*Stored items*
------------

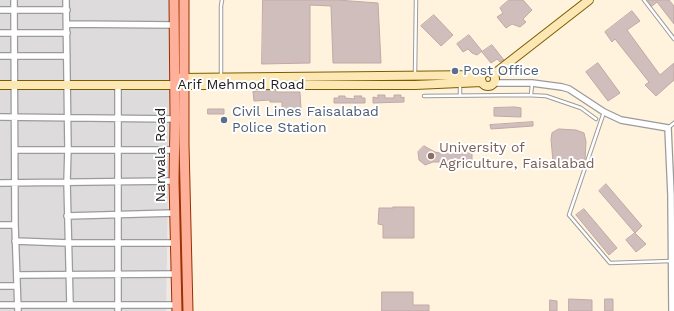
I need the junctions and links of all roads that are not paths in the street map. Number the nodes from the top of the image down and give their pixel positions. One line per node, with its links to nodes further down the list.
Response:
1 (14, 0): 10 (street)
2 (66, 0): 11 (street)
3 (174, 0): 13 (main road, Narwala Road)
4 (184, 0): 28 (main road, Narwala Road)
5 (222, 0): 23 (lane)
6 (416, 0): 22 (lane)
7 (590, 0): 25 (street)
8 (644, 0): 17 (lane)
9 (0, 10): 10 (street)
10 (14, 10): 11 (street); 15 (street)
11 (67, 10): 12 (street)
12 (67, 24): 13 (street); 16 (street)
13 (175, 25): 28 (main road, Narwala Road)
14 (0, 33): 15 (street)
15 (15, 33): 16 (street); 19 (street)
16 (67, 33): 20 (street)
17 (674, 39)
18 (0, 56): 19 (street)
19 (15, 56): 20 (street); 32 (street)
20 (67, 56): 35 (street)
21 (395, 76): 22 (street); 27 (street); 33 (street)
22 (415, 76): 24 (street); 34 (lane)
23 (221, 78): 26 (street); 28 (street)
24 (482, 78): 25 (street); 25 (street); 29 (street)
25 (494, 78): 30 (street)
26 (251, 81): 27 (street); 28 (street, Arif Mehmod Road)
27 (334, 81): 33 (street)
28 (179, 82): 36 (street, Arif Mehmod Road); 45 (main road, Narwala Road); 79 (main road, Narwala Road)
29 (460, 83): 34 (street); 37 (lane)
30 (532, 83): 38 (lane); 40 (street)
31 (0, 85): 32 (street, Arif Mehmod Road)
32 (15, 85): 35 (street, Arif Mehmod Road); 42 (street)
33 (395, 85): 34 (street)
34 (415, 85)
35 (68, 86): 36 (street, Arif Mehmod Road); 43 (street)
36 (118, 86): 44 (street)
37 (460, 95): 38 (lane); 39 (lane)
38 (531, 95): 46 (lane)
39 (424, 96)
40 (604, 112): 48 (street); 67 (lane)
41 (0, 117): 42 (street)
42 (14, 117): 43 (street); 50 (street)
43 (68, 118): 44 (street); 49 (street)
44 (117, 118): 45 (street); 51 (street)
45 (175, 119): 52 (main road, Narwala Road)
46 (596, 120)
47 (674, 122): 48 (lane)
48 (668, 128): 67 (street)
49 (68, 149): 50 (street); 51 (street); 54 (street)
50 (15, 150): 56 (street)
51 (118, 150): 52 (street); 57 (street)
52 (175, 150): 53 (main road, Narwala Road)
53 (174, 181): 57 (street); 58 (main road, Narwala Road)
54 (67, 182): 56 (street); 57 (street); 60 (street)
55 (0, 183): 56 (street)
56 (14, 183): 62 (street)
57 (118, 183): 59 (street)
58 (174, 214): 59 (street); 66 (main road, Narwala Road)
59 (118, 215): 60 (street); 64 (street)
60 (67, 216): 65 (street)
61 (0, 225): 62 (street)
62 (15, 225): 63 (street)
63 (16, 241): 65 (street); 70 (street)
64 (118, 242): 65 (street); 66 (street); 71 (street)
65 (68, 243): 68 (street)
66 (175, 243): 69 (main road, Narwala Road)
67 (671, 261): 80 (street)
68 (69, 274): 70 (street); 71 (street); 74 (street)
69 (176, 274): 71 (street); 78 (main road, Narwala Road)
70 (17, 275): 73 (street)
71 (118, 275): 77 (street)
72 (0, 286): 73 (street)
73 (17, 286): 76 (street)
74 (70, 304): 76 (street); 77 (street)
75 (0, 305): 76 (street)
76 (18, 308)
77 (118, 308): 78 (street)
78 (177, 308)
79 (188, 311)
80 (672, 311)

------------

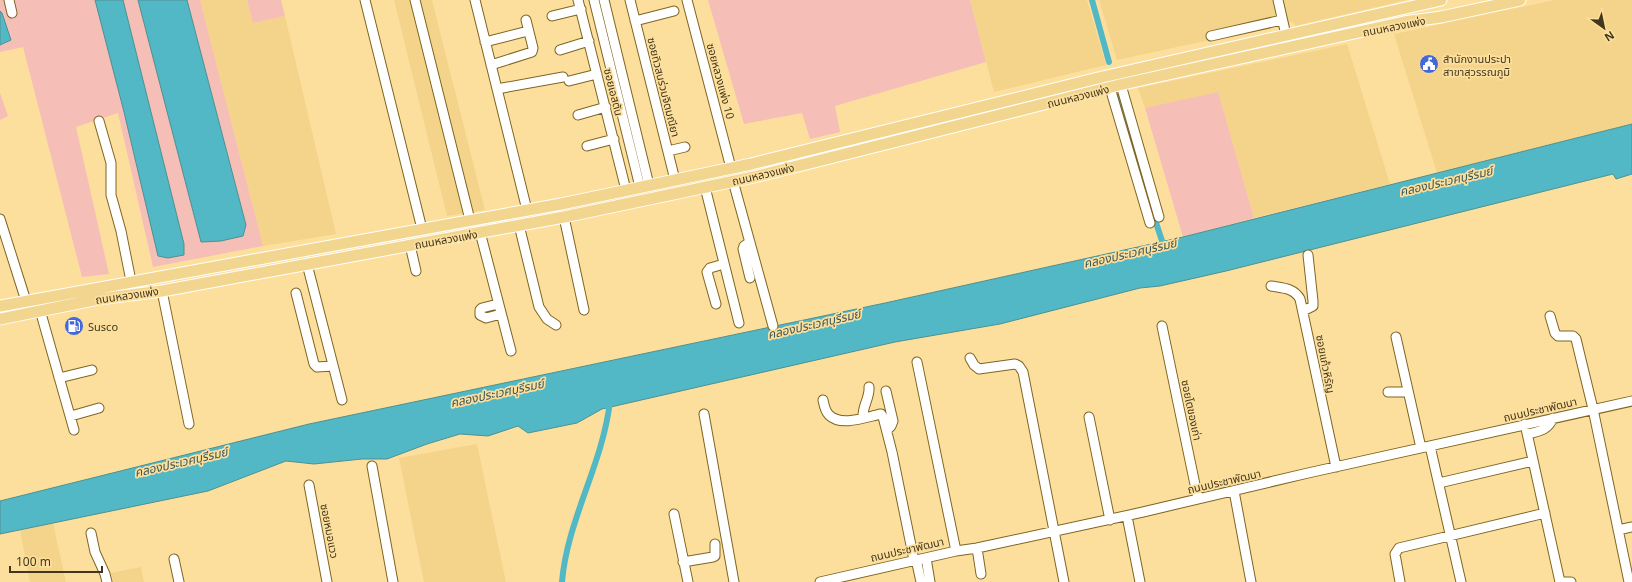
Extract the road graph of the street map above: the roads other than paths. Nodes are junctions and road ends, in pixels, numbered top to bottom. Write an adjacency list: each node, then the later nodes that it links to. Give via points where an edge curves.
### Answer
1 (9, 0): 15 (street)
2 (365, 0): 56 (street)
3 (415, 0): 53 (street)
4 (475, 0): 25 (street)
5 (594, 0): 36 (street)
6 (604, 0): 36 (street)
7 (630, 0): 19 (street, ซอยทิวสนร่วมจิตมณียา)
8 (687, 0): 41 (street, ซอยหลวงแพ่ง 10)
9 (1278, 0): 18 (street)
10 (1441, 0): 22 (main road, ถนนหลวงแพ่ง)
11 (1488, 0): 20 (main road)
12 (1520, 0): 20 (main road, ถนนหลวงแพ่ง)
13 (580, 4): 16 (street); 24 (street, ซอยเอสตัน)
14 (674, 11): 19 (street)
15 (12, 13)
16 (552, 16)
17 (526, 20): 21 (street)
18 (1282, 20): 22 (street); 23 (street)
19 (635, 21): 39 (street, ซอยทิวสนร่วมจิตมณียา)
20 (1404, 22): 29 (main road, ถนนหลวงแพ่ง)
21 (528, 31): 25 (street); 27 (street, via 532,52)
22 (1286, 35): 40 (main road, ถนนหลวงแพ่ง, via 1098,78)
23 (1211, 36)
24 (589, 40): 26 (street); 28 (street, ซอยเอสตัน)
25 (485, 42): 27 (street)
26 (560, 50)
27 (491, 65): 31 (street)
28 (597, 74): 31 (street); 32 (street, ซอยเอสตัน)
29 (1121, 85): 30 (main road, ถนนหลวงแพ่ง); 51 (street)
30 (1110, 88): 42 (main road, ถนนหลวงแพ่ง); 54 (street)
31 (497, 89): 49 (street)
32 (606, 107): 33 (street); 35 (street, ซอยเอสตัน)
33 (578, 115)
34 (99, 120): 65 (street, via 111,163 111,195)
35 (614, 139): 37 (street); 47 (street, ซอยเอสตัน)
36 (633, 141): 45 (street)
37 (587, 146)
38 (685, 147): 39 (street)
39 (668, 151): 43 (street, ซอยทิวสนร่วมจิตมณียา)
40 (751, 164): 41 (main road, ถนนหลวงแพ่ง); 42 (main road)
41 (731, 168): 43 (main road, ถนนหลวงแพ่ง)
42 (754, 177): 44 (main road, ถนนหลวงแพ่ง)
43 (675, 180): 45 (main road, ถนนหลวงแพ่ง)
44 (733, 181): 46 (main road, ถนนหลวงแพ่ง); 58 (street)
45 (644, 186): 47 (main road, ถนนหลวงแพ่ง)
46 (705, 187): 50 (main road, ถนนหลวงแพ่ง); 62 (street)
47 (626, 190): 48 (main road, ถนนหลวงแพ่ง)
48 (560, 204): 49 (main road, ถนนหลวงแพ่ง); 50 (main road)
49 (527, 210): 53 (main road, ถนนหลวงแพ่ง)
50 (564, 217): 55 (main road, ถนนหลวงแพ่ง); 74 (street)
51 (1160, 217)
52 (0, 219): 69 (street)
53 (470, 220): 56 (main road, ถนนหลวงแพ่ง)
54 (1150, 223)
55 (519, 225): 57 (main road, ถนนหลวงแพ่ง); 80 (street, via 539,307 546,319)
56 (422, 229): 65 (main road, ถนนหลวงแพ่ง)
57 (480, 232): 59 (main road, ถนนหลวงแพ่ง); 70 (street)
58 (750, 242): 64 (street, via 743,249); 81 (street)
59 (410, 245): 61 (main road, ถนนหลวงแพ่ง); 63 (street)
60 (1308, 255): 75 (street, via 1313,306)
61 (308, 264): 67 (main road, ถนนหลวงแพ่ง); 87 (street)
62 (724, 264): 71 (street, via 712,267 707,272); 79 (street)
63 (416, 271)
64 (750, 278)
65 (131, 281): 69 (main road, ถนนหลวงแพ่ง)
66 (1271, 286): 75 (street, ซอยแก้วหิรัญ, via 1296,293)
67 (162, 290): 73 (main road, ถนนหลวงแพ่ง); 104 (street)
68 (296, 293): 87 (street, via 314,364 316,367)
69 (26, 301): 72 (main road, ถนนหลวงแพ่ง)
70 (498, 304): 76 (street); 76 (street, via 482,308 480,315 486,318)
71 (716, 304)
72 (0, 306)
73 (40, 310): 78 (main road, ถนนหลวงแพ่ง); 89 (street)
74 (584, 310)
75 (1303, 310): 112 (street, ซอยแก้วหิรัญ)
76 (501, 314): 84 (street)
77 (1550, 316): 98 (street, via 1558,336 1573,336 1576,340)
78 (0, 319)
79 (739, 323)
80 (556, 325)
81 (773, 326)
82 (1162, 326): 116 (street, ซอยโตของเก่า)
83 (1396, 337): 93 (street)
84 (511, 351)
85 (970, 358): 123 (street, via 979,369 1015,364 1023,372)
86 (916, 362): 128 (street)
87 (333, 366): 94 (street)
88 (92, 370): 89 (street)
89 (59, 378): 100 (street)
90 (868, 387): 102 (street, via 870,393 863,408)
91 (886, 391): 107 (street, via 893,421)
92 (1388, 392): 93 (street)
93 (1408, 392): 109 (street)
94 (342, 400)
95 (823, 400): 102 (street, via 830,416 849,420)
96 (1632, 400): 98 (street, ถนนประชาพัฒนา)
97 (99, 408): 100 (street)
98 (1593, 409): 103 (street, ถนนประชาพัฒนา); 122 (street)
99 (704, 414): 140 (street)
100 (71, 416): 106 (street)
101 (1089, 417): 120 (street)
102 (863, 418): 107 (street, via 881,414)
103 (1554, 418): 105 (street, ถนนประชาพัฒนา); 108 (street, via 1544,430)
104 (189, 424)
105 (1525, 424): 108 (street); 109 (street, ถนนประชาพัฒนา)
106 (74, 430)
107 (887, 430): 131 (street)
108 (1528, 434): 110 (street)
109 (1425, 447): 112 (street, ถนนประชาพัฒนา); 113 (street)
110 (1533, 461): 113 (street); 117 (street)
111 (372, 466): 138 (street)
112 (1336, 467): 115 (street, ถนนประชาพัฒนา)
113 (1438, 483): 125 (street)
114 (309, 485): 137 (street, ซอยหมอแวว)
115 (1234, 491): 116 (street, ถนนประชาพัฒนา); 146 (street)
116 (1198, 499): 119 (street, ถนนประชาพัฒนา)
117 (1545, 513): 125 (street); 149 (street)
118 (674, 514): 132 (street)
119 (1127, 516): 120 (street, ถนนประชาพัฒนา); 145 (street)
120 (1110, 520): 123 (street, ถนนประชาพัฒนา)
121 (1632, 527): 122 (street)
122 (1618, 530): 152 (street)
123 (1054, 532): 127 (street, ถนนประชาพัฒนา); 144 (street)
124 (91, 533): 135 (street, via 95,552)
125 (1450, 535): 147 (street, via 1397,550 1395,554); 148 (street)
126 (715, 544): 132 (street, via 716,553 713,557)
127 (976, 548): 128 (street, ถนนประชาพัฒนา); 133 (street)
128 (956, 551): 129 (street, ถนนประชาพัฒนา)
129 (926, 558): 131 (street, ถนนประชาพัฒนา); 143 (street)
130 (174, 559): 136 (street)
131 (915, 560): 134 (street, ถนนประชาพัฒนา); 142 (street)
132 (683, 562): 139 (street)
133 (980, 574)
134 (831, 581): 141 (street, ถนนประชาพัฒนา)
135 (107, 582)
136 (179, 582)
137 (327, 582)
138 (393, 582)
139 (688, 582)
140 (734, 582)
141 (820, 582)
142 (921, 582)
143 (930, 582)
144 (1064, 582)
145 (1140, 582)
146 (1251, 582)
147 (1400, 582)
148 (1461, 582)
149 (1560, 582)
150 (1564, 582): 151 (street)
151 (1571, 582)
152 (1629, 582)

------------

*WHAT THE EXERCISE ASKS*
Report the lines above that have the word "Mehmod" in them.

*TASK ANSWER*
26 (251, 81): 27 (street); 28 (street, Arif Mehmod Road)
28 (179, 82): 36 (street, Arif Mehmod Road); 45 (main road, Narwala Road); 79 (main road, Narwala Road)
31 (0, 85): 32 (street, Arif Mehmod Road)
32 (15, 85): 35 (street, Arif Mehmod Road); 42 (street)
35 (68, 86): 36 (street, Arif Mehmod Road); 43 (street)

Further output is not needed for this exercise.